- [What the task asks] Write out all the entries word for word and omit any pictures.
=======
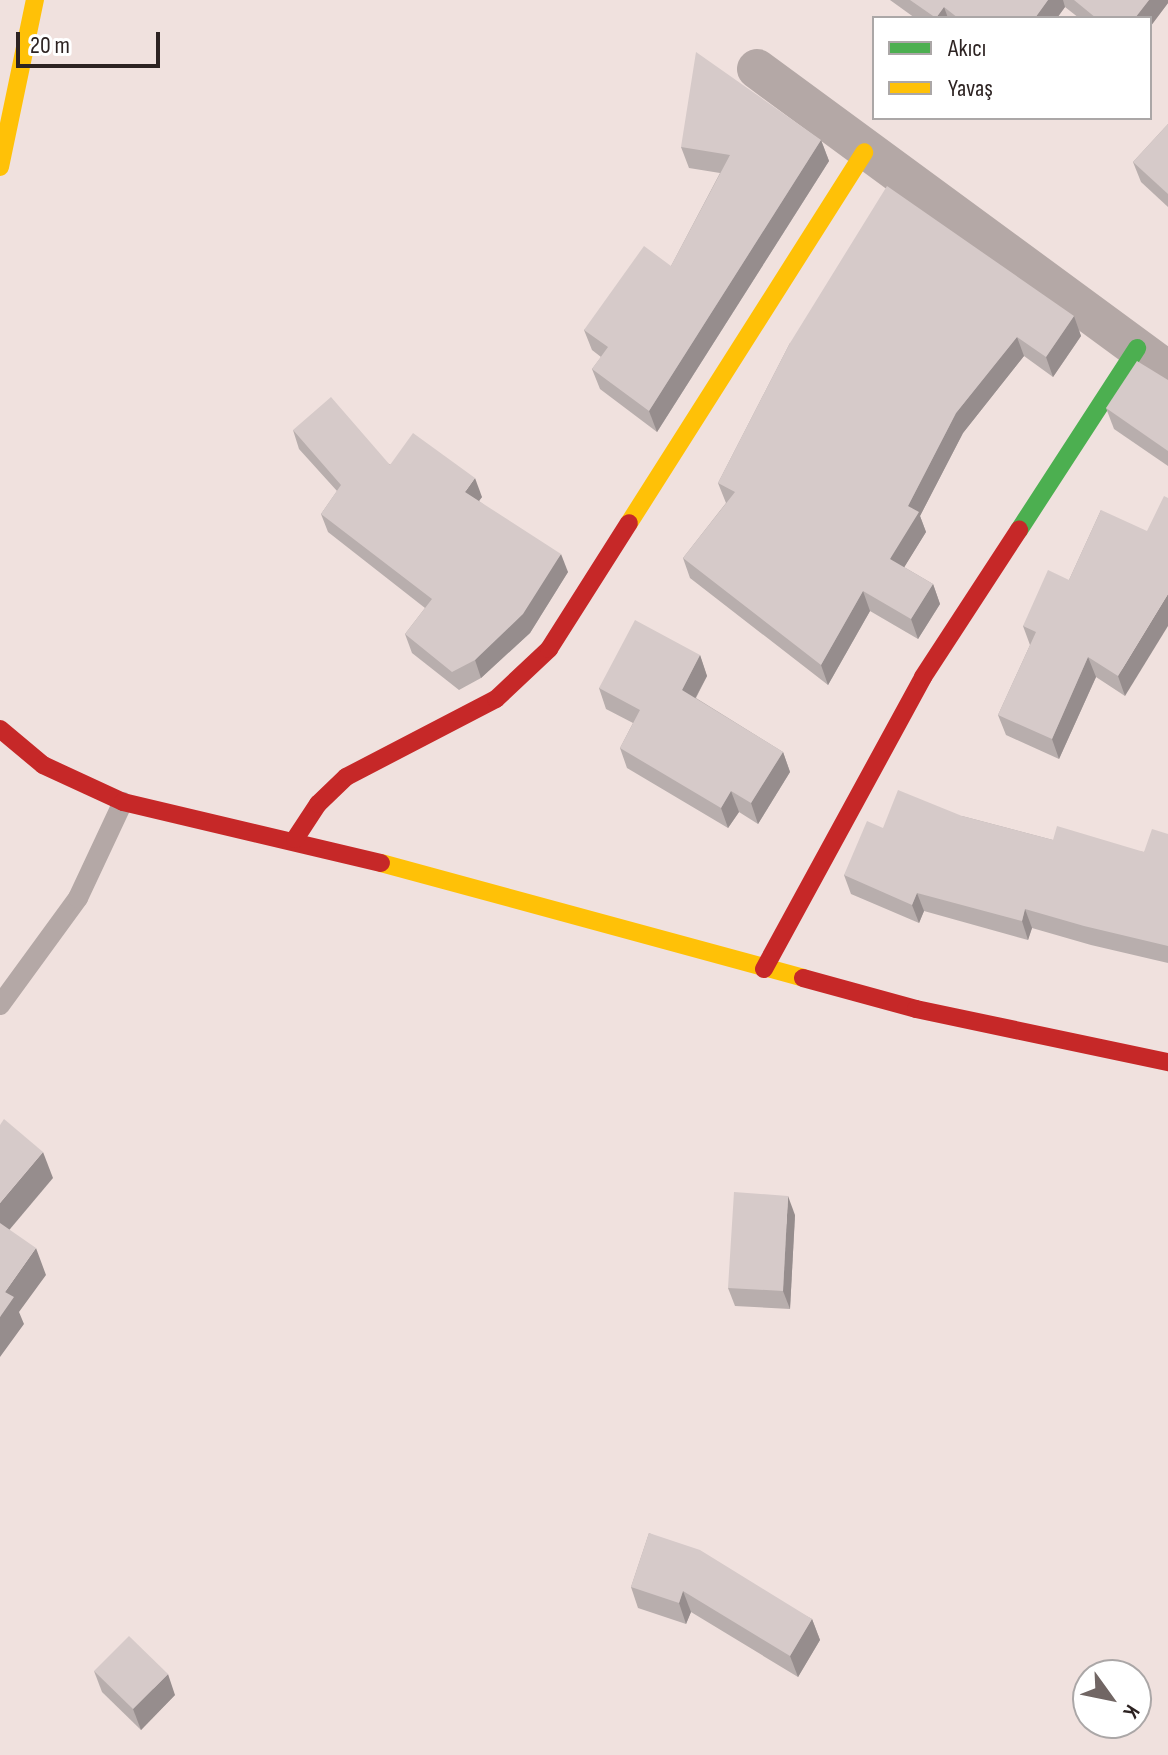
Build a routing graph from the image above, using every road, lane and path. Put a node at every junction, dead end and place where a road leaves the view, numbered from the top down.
1 (35, 0) edge
2 (757, 69) dead end
3 (864, 152) junction
4 (0, 167) edge
5 (1152, 359) edge
6 (0, 729) edge
7 (123, 802) junction
8 (295, 839) junction
9 (764, 969) junction
10 (0, 1005) edge
11 (1168, 1062) edge

1 - 4 street
2 - 3 street
3 - 5 street
3 - 8 street
5 - 9 street
6 - 7 street
7 - 8 street
7 - 10 lane
8 - 9 street
9 - 11 street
=======
- [Response]
Build a routing graph from the image above, using every road, lane and path. Put a node at every junction, dead end and place where a road leaves the view, numbered from the top down.
1 (35, 0) edge
2 (757, 69) dead end
3 (864, 152) junction
4 (0, 167) edge
5 (1152, 359) edge
6 (0, 729) edge
7 (123, 802) junction
8 (295, 839) junction
9 (764, 969) junction
10 (0, 1005) edge
11 (1168, 1062) edge

1 - 4 street
2 - 3 street
3 - 5 street
3 - 8 street
5 - 9 street
6 - 7 street
7 - 8 street
7 - 10 lane
8 - 9 street
9 - 11 street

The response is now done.